Introduction
The autonomic nervous system (ANS) controls involuntary functions of the body such as heart rate, digestion, breathing, glandular secretion and smooth muscle activity. Drugs acting on the ANS are widely used in clinical practice for conditions like asthma, hypertension, shock, glaucoma and digestive disorders. Understanding the basic organisation of ANS helps in learning how these drugs work.
Divisions of the ANS
The ANS has two major divisions:
- Sympathetic nervous system (SNS)
- Parasympathetic nervous system (PNS)
Both systems work together to maintain balance (homeostasis). The sympathetic system prepares the body for emergencies (“fight or flight”), while the parasympathetic system maintains normal daily functions (“rest and digest”).
Sympathetic Nervous System
Sympathetic nerves originate from the thoracic and lumbar regions of the spinal cord.
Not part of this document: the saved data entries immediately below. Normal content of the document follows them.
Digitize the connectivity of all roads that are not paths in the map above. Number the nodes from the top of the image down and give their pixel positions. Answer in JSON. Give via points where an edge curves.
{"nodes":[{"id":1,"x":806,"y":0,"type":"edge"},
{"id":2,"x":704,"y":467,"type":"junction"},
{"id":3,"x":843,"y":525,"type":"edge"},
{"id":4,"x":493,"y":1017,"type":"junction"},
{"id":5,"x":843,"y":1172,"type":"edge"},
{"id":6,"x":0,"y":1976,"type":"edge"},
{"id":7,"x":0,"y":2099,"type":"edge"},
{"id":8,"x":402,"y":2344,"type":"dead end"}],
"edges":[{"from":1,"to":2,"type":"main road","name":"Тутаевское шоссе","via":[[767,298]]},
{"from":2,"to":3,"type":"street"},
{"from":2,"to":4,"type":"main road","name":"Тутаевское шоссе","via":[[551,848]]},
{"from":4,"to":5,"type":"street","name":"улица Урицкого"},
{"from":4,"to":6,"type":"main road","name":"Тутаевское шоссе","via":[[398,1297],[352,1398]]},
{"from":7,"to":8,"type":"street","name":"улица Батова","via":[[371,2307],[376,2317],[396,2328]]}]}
They supply the heart, lungs, blood vessels, glands and smooth muscles.
Key Features
- Pre-ganglionic nerve fibres are short.
- Post-ganglionic fibres are long.
- Main neurotransmitters: acetylcholine (ACh) at the ganglia and noradrenaline (NA) at the target organs.
Important Receptors
- Alpha receptors: involved in blood vessel contraction and pupil dilatation.
- Beta receptors: control heart rate, bronchodilatation and metabolic effects.
Physiological Actions
- Heart rate and blood pressure increase.
- Bronchi dilate.
- Pupils dilate.
- Blood diverted to muscles.
- Gastrointestinal activity decreases.
Parasympathetic Nervous System
Parasympathetic nerves arise mainly from the cranial nerves (especially vagus nerve) and sacral spinal cord.
Key Features
- Pre-ganglionic fibres are long and reach close to organs.
- Post-ganglionic fibres are short.
- Main neurotransmitter: acetylcholine at both ganglia and effector organs.
Important Receptors
- Muscarinic receptors (M1–M5): present on smooth muscles, glands and heart.
- Nicotinic receptors: present at ganglia and neuromuscular junction.
Physiological Actions
- Heart rate decreases.
- Bronchi constrict.
- Pupils constrict.
- Digestion and glandular secretion increase.
Neurotransmission in the ANS
Communication in the ANS occurs through chemical messengers called neurotransmitters.
Cholinergic Transmission (ACh)
- Released from pre-ganglionic fibres of both SNS and PNS.
- Acts at muscarinic and nicotinic receptors.
Adrenergic Transmission (NA/Adrenaline)
- Released by sympathetic post-ganglionic fibres.
- Acts on alpha and beta receptors.
How Drugs Act on the ANS
Drugs acting on ANS target neurotransmitters or their receptors. They either mimic or block normal autonomic activity.
1. Cholinergic Drugs (Parasympathomimetics)
These drugs increase the action of the parasympathetic system.
Effects
- Decrease heart rate
- Increase salivation and digestion
- Constrict pupils
Examples
- Pilocarpine – used in glaucoma.
- Neostigmine – increases muscle strength in myasthenia gravis.
2. Anticholinergic Drugs (Parasympatholytics)
These drugs block the action of acetylcholine.
Effects
- Increase heart rate
- Reduce secretions
- Cause pupil dilation
- Relax smooth muscles
Examples
- Atropine – used for bradycardia.
- Ipratropium – used in asthma.
3. Adrenergic Drugs (Sympathomimetics)
These drugs mimic the sympathetic system.
Effects
- Increase heart rate and blood pressure
- Dilate bronchi
- Increase blood glucose
Examples
- Adrenaline – used in anaphylaxis.
- Salbutamol – used in asthma.
4. Adrenergic Blockers (Sympatholytics)
These drugs block sympathetic activity.
Types
- Alpha-blockers: prazosin (used in hypertension).
- Beta-blockers: propranolol, atenolol (used in hypertension, angina).
Clinical Importance of ANS Drugs
Drugs acting on ANS are important in many clinical conditions:
- Asthma – bronchodilators like salbutamol.
- Hypertension – beta-blockers and alpha-blockers.
- Glaucoma – pilocarpine, beta-blockers.
- Shock and cardiac arrest – adrenaline.
- Pre-anaesthetic medication – atropine.